Сцена Гете начинается с пространного монолога Фауста, обращенного к Духу Земли. Это одно из самых «добрых мгновений» для него в трагедии, когда Фауст пытается привести свою душу и ум в равновесие «утехой созерцания», но вечные фаустовские неудовлетворенности и самоанализ, уже почти загнанные им куда-то глубоко в подсознание, разрушают только что было установившуюся гармонию. И в противоположность этому «созерцающему» и «неудовлетворенному» Фаусту Пушкин являет своего скучающего Фауста, короткая реплика которого «Мне скучно, бес» по своему психологизму равна целому гетевскому монологу.

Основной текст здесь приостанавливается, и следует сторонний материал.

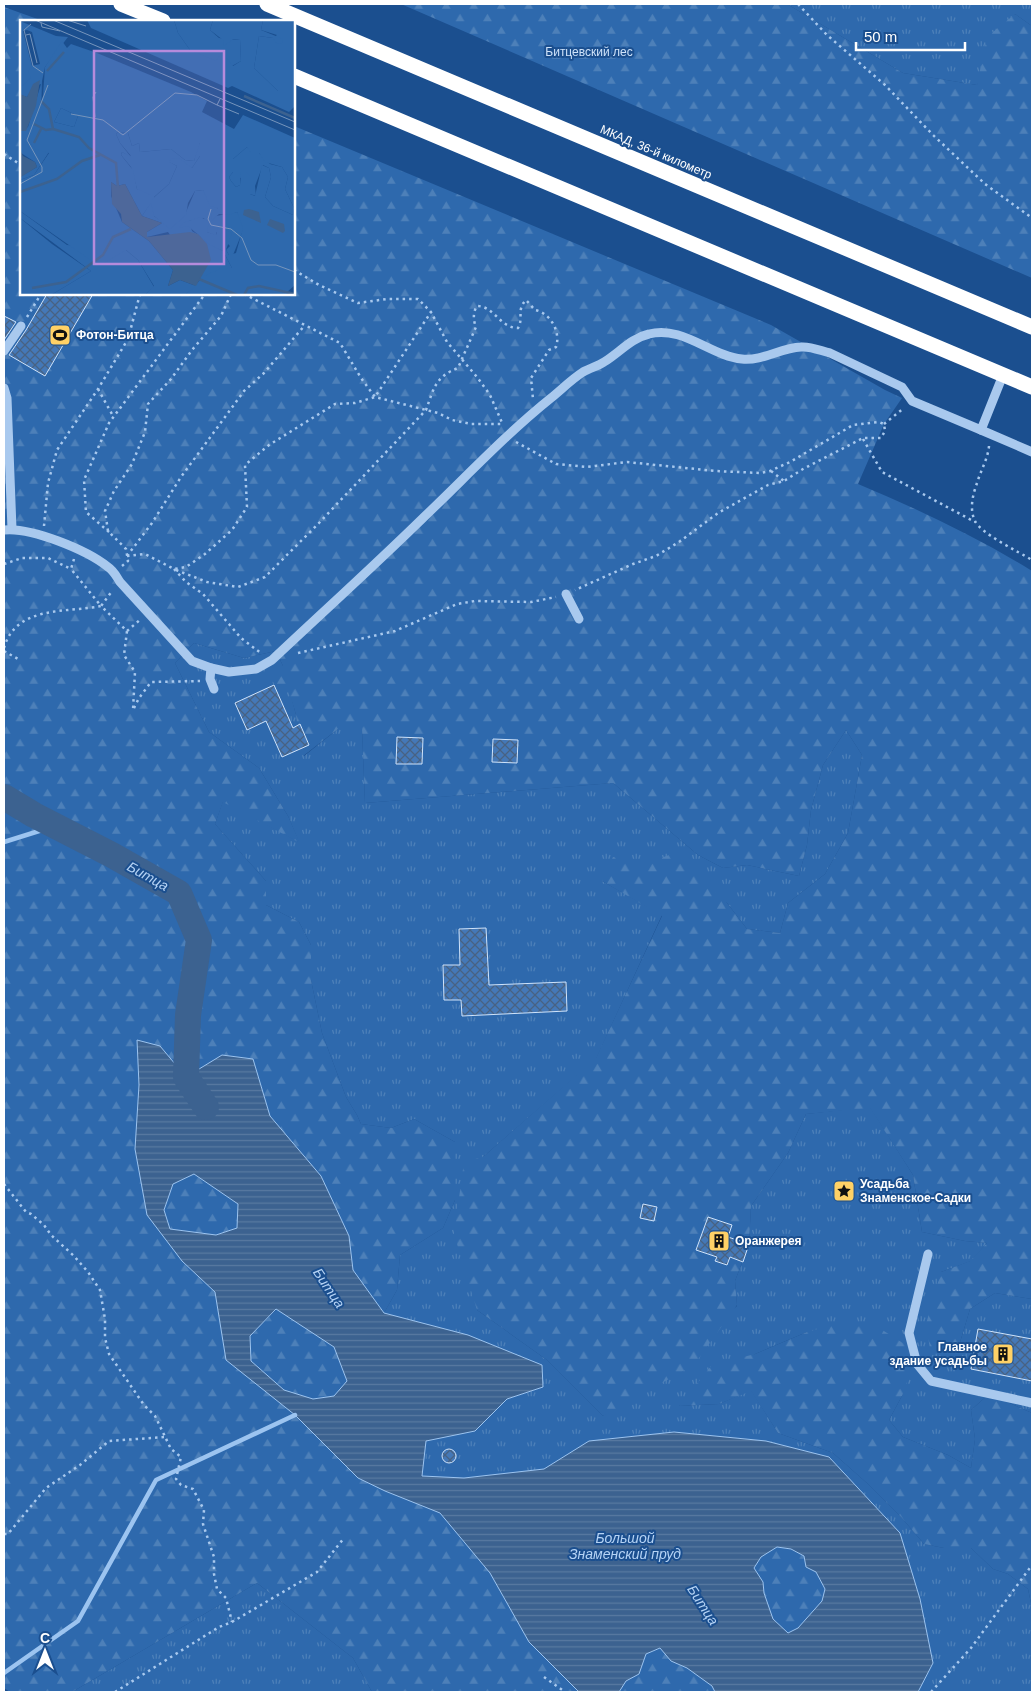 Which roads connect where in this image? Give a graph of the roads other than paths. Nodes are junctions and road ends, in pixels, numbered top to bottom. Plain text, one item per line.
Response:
1 (121, 4) edge
2 (267, 4) edge
3 (161, 20) edge
4 (295, 76) edge
5 (21, 326) road end
6 (1032, 327) edge
7 (4, 351) edge
8 (1003, 375) junction
9 (1032, 387) edge
10 (4, 388) edge
11 (981, 430) junction
12 (1032, 452) edge
13 (8, 530) edge
14 (566, 594) road end
15 (579, 620) dead end
16 (211, 668) junction
17 (214, 689) dead end
18 (928, 1254) dead end
19 (1032, 1403) edge

1 - 3 highway
2 - 6 highway, МКАД, 36-й километр
4 - 8 highway
5 - 7 lane
8 - 9 highway
8 - 11 lane
10 - 13 lane
11 - 12 lane
11 - 16 lane
13 - 16 lane
14 - 15 lane
16 - 17 lane
18 - 19 lane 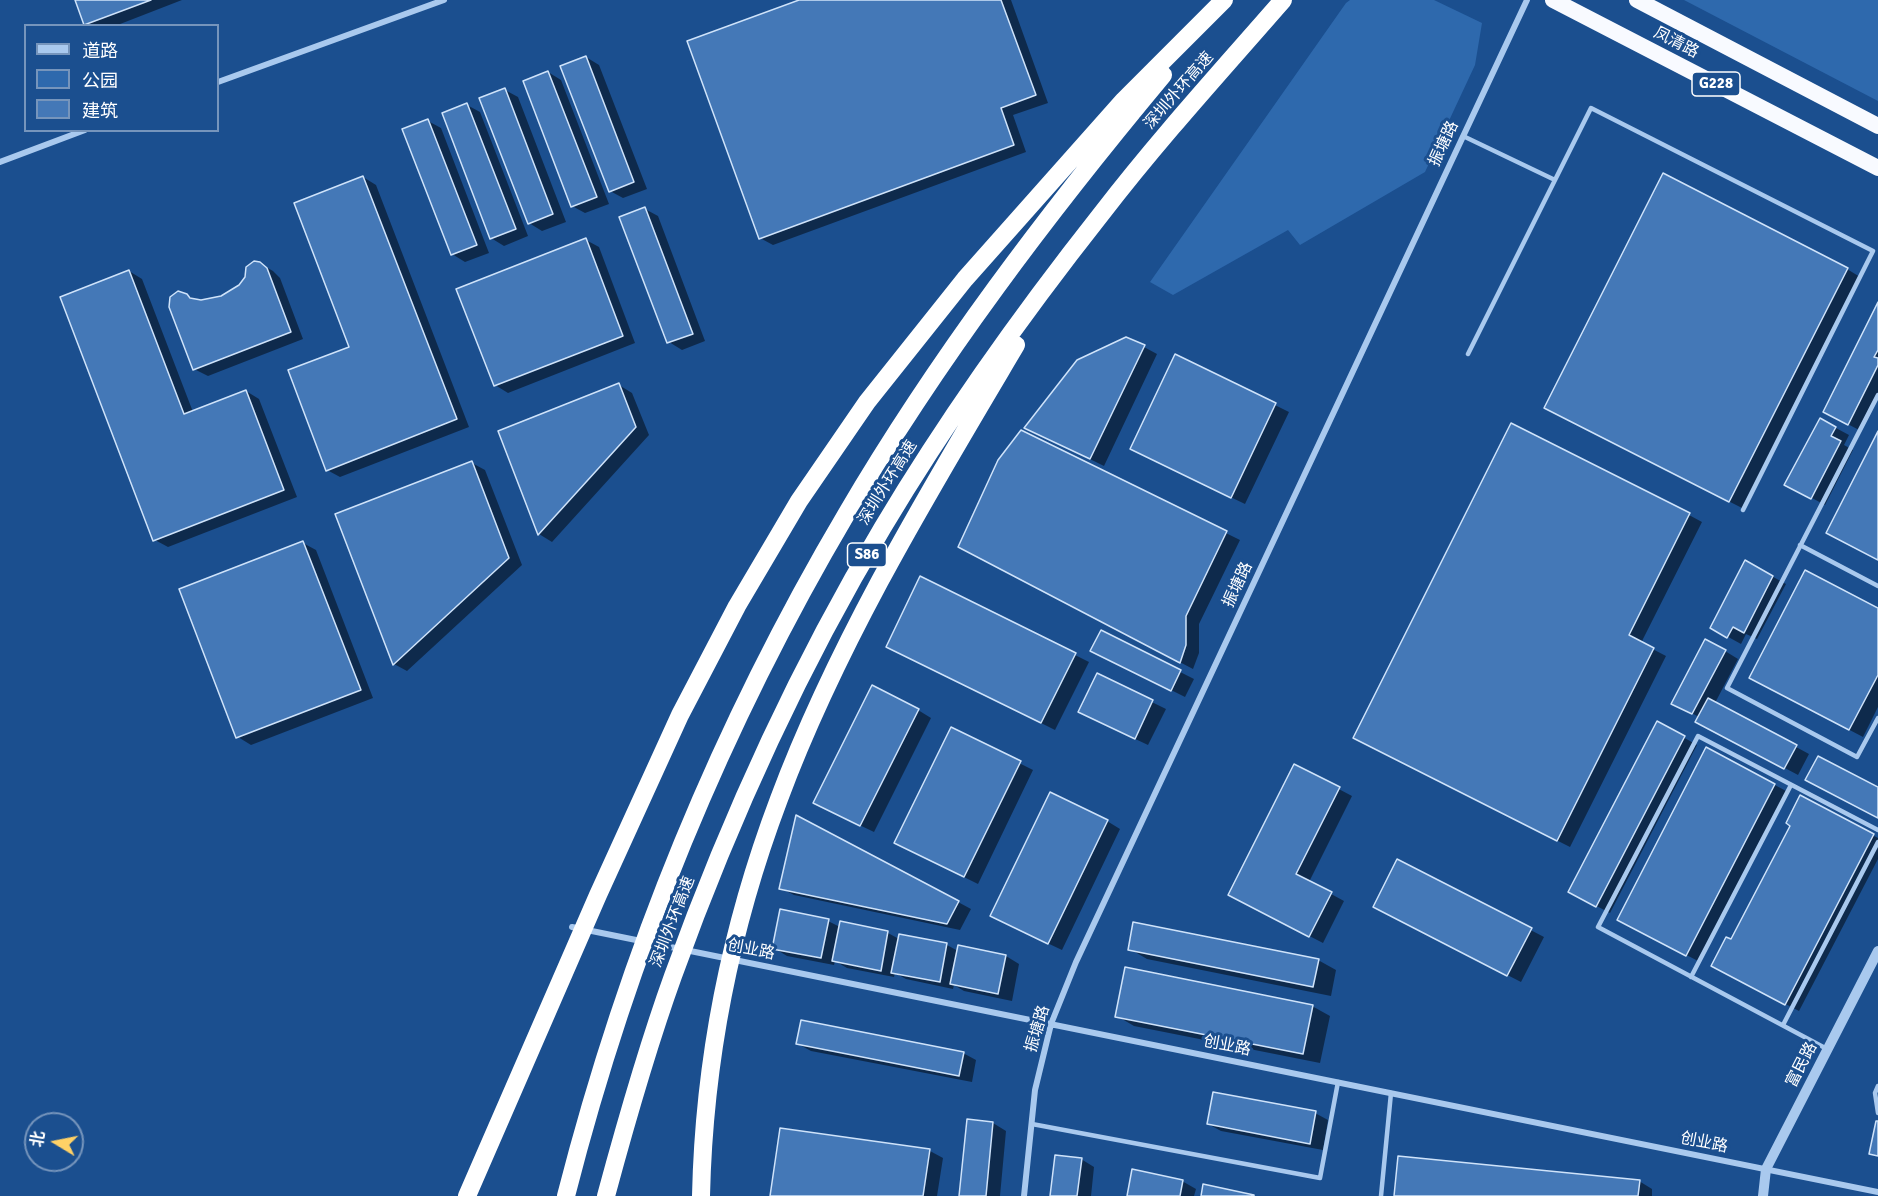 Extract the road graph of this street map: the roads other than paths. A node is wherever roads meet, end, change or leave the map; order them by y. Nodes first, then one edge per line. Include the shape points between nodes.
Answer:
1 (444, 0) edge
2 (1225, 0) edge
3 (1283, 0) edge
4 (1527, 0) edge
5 (1553, 0) edge
6 (1636, 0) edge
7 (219, 82) edge
8 (1878, 126) edge
9 (80, 132) edge
10 (1463, 136) junction
11 (0, 162) edge
12 (1878, 168) edge
13 (1555, 180) junction
14 (1067, 258) junction
15 (1468, 354) dead end
16 (1878, 395) edge
17 (1743, 510) dead end
18 (1800, 545) junction
19 (1878, 586) edge
20 (1878, 718) edge
21 (1791, 784) junction
22 (1878, 830) edge
23 (1878, 842) edge
24 (572, 927) dead end
25 (1878, 951) edge
26 (1691, 976) junction
27 (1051, 1024) junction
28 (1783, 1025) junction
29 (1827, 1049) junction
30 (1338, 1083) junction
31 (1878, 1086) edge
32 (1391, 1093) junction
33 (1878, 1113) edge
34 (1032, 1124) junction
35 (1766, 1169) junction
36 (1878, 1192) edge
37 (467, 1196) edge
38 (566, 1196) edge
39 (606, 1196) edge
40 (701, 1196) edge
41 (1024, 1196) edge
42 (1381, 1196) edge
43 (1763, 1196) edge

1 - 7 street
2 - 37 highway, bridge via 1124,100 965,279 867,402 799,501 736,606 680,714
2 - 38 highway, 深圳外环高速 / S86, bridge via 1084,172 978,312 878,462 817,565 736,722 665,888 604,1059
3 - 14 highway, 深圳外环高速 / S86, bridge via 1155,148
4 - 10 street, 振塘路
5 - 12 highway, 凤清路 / G228
6 - 8 highway, 凤清路 / G228
9 - 11 street
10 - 13 lane
10 - 27 street, 振塘路 via 1081,952
13 - 15 lane
13 - 17 lane via 1591,108 1873,251
14 - 39 highway, 深圳外环高速 / S86, bridge via 990,363 911,482 844,595 778,723 732,824 675,968
14 - 40 highway, bridge via 876,590 782,791 745,902 721,1006 709,1086
16 - 18 lane
18 - 19 lane
18 - 20 lane via 1727,688 1857,757
21 - 22 lane
21 - 26 lane
21 - 26 lane via 1698,736 1603,917 1598,927
23 - 28 lane
24 - 27 street, 创业路
25 - 29 street, 富民路
26 - 28 lane
27 - 30 street, 创业路
27 - 34 street, 振塘路 via 1035,1090
28 - 29 lane
29 - 35 street, 富民路
30 - 32 street, 创业路
30 - 34 lane via 1320,1178
31 - 33 lane
32 - 35 street, 创业路
32 - 42 lane
34 - 41 street, 振塘路
35 - 36 street, 创业路
35 - 43 street, 富民路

Скука Пушкинского Фауста и неудовлетворенность Гетевского есть в своей первооснове различные явления. Скука ест признак нравственной «теплости», т.е. по словам Мережковского, «середины и плоскости, к которой сходится дух небытия» . Неудовлетворенность же есть признак горячего сердца. «Опять кипит! Опять пылает!» – ворчит на Фауста Мефистофель . Скука – это стержень Пушкинского Фауста, настоящая его суть. Причем, у Гете скучает только Мефистофель:
К чему же ты сюда, в леса и горы,
Как мрачный Филин, обращаешь взоры?
У Пушкина скучают оба. «Скука – отдохновение души» и для Фауста, и для Мефистофиля. Таким образом, мы видим, как Гете с самых первых реплик противопоставляет Фауста и Мефистофиля и как Пушкин вводит диалог о Гретхен в сцене «Лес и пещера» Гете. И у Пушкина, и у Гете Мефистофель пытается унизить Фауста, свести на нет все его высокие рассуждения о любви и чистоте. Вот эти патетические рассуждения Фауста у Пушкина:
О пламя чистое любви!
                Там, там – где тень, где шум древесный,
Где сладко-звонкие струи –
Там на груди ее прелестной
Покоя темную главу,
Я счастлив был… 

У Гете:
Где б ни был я, мне всюду остается
Она близка; везде она моя!
Завидую Христову телу я,
Когда она к нему устами прикоснется.

И вроде бы искренность чувств того и другого налицо. Но Мефистофель и Пушкинский, и Гетевский не верит Фаусту и развенчивает все эти прекрасные монологи, сводя (у Гете) все чувства Фауста к похоти, у Пушкина к скуке. И что самое замечательное, оба Фауста отвечают ему совершенно одинаково:
Пушкин:
Сокройся, адское творенье!
Беги от взора моего!
Гете:
Уйди, уйди отсюда! Сгинь проклятый!
Однако смысл в этих схожих репликах различен. У Гете Фауст действительно возмущен и оскорблен. На обвинения Мефистофиля он отвечает еще одним пространным монологом, в котором не только не отрекается от своих слов и чувств, а, напротив, одержимо их отстаивает. И тем самым Гете показывает нам очередное поражение Мефистофиля.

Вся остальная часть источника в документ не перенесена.